January 4, 2012, Updated September 11, 2012

Israel’s Qwilt offers a cost-effective, easy-to-implement solution to help ISPs thin out the traffic and deliver a better experience to customers.

Qwilt team

Qwilt’s Israel team, with CEO Alon Maor in the back row center.

The Internet has gotten pretty crowded with all the video content passing through it. Qwilt is an Israeli startup that has built a cost-effective, easy-to-implement solution to help Internet service providers (ISPs) thin out the traffic without forcing them to buy expensive equipment to expand bandwidth.

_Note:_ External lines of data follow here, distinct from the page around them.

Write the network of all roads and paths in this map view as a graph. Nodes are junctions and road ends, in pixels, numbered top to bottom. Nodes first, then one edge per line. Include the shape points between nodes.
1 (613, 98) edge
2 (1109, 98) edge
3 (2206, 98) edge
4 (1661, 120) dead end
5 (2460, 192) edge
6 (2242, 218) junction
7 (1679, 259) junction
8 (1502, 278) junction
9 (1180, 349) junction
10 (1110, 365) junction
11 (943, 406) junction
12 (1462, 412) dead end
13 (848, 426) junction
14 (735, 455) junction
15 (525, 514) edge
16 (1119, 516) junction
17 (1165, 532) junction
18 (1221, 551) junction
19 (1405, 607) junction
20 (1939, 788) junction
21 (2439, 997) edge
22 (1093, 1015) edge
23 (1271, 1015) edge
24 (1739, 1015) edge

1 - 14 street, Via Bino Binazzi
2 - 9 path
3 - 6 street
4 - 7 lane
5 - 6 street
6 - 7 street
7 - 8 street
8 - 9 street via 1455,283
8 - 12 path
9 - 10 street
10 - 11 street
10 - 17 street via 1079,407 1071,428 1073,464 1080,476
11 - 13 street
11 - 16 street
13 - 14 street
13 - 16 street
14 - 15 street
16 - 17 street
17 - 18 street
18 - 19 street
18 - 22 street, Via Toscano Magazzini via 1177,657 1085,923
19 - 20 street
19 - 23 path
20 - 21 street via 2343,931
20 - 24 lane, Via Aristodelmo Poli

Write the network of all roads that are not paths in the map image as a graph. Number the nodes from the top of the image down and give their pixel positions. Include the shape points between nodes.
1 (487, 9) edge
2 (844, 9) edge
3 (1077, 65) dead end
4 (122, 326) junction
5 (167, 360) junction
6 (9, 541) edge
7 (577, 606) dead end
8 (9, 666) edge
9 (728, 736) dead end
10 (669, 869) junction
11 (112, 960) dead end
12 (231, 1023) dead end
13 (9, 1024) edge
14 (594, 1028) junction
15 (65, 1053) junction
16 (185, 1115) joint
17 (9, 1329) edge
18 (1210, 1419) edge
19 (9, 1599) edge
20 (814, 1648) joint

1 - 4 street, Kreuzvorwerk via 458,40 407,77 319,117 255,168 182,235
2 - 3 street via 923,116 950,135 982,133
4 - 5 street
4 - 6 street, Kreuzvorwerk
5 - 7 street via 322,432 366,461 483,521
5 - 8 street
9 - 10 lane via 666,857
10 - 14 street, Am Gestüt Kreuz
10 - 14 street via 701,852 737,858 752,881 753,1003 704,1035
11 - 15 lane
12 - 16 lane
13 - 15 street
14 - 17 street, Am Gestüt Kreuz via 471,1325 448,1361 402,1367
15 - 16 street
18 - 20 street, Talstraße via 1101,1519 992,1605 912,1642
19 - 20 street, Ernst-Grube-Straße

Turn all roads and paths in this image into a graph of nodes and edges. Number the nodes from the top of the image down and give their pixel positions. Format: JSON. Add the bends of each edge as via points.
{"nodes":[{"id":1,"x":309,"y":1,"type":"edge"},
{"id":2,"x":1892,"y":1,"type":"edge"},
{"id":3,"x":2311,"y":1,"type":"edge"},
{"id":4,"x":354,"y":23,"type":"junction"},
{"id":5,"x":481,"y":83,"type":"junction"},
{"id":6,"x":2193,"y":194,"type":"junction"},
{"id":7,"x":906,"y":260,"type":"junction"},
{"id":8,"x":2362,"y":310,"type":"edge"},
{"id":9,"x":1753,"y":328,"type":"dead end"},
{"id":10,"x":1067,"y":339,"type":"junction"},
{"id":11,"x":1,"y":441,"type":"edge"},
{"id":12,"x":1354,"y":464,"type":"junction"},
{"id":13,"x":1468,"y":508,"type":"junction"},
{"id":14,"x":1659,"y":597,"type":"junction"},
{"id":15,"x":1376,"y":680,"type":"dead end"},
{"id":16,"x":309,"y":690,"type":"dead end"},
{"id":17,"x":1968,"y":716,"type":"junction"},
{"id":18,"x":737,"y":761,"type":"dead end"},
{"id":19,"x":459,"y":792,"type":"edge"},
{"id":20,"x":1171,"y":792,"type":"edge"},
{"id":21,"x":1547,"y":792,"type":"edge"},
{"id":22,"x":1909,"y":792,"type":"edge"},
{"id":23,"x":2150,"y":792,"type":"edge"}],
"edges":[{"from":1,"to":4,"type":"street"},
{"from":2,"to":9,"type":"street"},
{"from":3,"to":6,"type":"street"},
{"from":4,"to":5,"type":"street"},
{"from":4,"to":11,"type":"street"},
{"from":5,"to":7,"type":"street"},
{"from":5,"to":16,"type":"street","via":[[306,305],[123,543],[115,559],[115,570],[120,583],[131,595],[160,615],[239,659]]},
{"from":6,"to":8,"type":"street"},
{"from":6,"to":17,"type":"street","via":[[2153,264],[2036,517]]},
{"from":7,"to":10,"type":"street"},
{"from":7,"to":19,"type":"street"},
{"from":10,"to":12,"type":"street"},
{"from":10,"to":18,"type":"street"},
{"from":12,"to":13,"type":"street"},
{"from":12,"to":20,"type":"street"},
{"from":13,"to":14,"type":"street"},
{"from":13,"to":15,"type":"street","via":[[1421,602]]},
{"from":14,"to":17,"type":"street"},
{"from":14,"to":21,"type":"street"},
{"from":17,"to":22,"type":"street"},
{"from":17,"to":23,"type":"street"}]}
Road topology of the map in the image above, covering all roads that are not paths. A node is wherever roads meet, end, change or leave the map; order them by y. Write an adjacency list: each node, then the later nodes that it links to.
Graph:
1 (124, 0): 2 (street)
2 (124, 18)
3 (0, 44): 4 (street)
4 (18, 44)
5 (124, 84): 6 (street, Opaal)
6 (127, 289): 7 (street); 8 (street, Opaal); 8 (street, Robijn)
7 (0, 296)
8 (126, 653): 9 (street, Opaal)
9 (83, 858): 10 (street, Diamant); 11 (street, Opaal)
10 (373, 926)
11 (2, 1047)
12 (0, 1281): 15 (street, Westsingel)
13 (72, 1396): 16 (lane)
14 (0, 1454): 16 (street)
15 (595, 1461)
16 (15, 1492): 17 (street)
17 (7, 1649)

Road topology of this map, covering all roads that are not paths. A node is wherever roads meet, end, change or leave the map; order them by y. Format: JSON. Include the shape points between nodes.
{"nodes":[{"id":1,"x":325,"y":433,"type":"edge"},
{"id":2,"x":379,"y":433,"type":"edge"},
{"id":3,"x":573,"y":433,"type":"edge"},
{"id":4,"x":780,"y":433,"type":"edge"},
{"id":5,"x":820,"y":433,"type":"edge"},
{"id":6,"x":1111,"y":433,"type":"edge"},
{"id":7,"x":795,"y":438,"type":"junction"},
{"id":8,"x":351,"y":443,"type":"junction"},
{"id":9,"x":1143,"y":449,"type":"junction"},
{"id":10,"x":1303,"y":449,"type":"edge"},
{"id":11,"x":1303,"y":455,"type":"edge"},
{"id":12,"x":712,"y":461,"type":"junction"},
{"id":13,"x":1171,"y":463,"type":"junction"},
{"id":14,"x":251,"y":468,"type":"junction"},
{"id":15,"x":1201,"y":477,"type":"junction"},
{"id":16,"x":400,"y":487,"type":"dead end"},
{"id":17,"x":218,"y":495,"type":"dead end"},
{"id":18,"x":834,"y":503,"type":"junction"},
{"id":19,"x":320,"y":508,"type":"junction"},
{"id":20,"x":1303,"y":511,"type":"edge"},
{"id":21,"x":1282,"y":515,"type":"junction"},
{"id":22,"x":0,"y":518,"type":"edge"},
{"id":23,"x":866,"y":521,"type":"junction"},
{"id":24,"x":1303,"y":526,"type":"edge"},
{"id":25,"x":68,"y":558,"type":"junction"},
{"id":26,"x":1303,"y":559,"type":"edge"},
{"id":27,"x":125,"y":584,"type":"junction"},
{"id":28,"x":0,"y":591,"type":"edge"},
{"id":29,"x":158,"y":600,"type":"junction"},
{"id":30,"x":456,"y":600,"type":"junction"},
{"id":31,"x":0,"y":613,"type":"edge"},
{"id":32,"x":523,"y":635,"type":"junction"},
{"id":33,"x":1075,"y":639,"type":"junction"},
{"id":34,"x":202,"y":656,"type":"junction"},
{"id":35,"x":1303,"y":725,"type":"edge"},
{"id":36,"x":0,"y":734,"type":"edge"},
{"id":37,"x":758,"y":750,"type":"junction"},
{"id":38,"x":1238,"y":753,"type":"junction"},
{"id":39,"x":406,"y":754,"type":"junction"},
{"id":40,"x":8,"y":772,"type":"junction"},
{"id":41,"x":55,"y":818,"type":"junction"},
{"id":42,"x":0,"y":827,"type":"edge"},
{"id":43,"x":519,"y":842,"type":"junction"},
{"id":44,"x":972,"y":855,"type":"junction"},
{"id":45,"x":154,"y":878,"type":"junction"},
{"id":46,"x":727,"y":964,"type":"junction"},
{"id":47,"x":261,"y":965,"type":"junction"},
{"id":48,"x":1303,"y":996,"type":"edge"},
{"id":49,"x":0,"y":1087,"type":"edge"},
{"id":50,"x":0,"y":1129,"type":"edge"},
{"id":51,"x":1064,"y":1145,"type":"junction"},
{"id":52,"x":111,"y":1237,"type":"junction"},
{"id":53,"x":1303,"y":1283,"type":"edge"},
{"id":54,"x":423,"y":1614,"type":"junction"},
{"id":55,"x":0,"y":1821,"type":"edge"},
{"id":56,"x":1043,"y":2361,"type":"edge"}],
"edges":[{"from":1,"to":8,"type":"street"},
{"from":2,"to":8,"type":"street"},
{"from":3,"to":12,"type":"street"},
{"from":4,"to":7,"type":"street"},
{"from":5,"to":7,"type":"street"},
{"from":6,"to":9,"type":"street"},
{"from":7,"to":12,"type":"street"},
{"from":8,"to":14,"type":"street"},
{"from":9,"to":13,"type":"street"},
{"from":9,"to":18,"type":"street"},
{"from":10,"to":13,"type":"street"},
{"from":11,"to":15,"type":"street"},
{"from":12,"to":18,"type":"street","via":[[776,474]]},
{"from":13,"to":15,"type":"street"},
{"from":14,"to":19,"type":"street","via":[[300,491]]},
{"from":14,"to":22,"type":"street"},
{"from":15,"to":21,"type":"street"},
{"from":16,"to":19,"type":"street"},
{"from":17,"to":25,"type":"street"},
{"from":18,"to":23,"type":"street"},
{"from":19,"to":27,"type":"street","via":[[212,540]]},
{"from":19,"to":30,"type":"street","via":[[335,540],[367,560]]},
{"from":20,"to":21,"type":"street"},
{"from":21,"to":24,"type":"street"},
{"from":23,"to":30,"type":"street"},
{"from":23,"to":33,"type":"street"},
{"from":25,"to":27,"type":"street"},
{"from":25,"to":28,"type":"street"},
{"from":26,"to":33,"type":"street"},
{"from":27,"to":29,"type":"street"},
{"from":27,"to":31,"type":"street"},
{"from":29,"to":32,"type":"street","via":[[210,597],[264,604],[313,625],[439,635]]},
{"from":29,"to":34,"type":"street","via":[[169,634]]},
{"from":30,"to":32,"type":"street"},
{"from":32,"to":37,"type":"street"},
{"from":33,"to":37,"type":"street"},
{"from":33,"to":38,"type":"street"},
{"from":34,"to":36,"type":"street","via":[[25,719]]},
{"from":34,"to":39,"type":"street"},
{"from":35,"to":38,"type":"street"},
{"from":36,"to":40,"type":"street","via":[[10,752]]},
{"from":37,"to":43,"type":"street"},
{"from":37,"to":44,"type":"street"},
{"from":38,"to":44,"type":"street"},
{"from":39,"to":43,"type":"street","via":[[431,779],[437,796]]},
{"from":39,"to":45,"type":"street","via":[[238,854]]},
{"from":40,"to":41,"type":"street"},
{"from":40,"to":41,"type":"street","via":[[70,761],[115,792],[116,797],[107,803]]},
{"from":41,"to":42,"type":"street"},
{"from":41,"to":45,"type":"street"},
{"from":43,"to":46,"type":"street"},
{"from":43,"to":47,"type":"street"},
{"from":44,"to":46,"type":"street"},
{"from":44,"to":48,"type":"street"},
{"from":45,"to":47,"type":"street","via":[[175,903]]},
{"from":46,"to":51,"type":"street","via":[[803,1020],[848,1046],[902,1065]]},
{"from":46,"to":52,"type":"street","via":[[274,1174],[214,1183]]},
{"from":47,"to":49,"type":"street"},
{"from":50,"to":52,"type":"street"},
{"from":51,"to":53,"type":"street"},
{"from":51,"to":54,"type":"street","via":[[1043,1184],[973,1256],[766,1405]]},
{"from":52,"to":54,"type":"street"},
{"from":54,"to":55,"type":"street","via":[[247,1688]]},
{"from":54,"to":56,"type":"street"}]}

Sooner or later, streaming video is going to replace cable TV, as broadcasters choose to stream their programs via the Internet in order to reach more customers more easily. But not more quickly, it seems. All that video, with its weighty files, is gunking up the works on networks not designed for multi-gigabyte file streaming.

With video now accounting for 40 percent of all Internet traffic – and that number is set to shoot skywards in the coming years – ISPs are facing a data crunch crisis. They’re trying to squeeze every ounce of bandwidth out of their infrastructure by outsourcing content delivery, charging premium rates for streaming, caching files and limiting download speeds for services such as peer-to-peer file sharing.

But all those solutions are band-aids that aren’t popular with customers. In the end, ISPs really have no choice but to buy new servers and build more sophisticated delivery systems. Or they can turn to Qwilt.

CEO Alon Maor tells ISRAEL21c that ISPs can have it all – speed and reasonable cost – using Qwilt’s innovative “edge caching” system for transparent video delivery. “This refers to the ability of the ISP network to automatically detect the most popular online video content across all sites and consequently store and deliver this content from within the network itself.”

The point is to get the most popular content close to the customer, using a system developed by Qwilt over two years using commodity (aka cheap) servers.

“The fundamental concept of transparent video delivery is to prevent content to be transmitted redundantly across the network multiple times and to position the content at the closest location to the subscriber edge. Such architecture prevents the need to scale your network exponentially as the demand for online video grows,” says Maor.

No more hogging bandwidth

Nearly all other solutions to reduce bandwidth-hogging by video streams entails some sort of compression. Qwilt can do that too, but even without compression, the Israeli system will still spare around 60% of the bandwidth consumed by video, says Maor. “The solution supports all types of video including HD and SD as well.”

Maor and his 30-person staff are networking veterans. Maor worked at Cisco Systems for five years, and was part of one of the first teams dealing with network intelligence when he worked for networking infrastructure firm P-Cube prior to its acquisition by Cisco. So he knows the ins and outs of a network, and especially how to optimize it to stream video in the most effective manner.

“We leverage leading-edge technologies originally designed for the enterprise market that have matured in the last couple of years with the latest technology and provide much more scalability than the competition, so that the system can adapt to a network automatically,” he says.

Qwilt’s system costs ISPs much less than building new bandwidth infrastructure. “We put everything in one box, based on off-the-shelf hardware, so ISPs can deploy as many as they need to at low cost,” Maor says. “It’s a one-stop solution for video streaming.”

In one of the biggest startup success stories of 2011, Qwilt emerged from stealth mode in October with $24 million in the bank, raised in two rounds from Accel Partners, Redpoint Ventures and CP Lantern. Its R&D center is in Hod Hasharon and it has set up sales offices in London and in Redwood City, California.

“There hasn’t been a substantial investment in video infrastructure for over a decade, and the signs of age are showing,” says Maor. “We believe our solution will go a long way to modernizing that infrastructure.”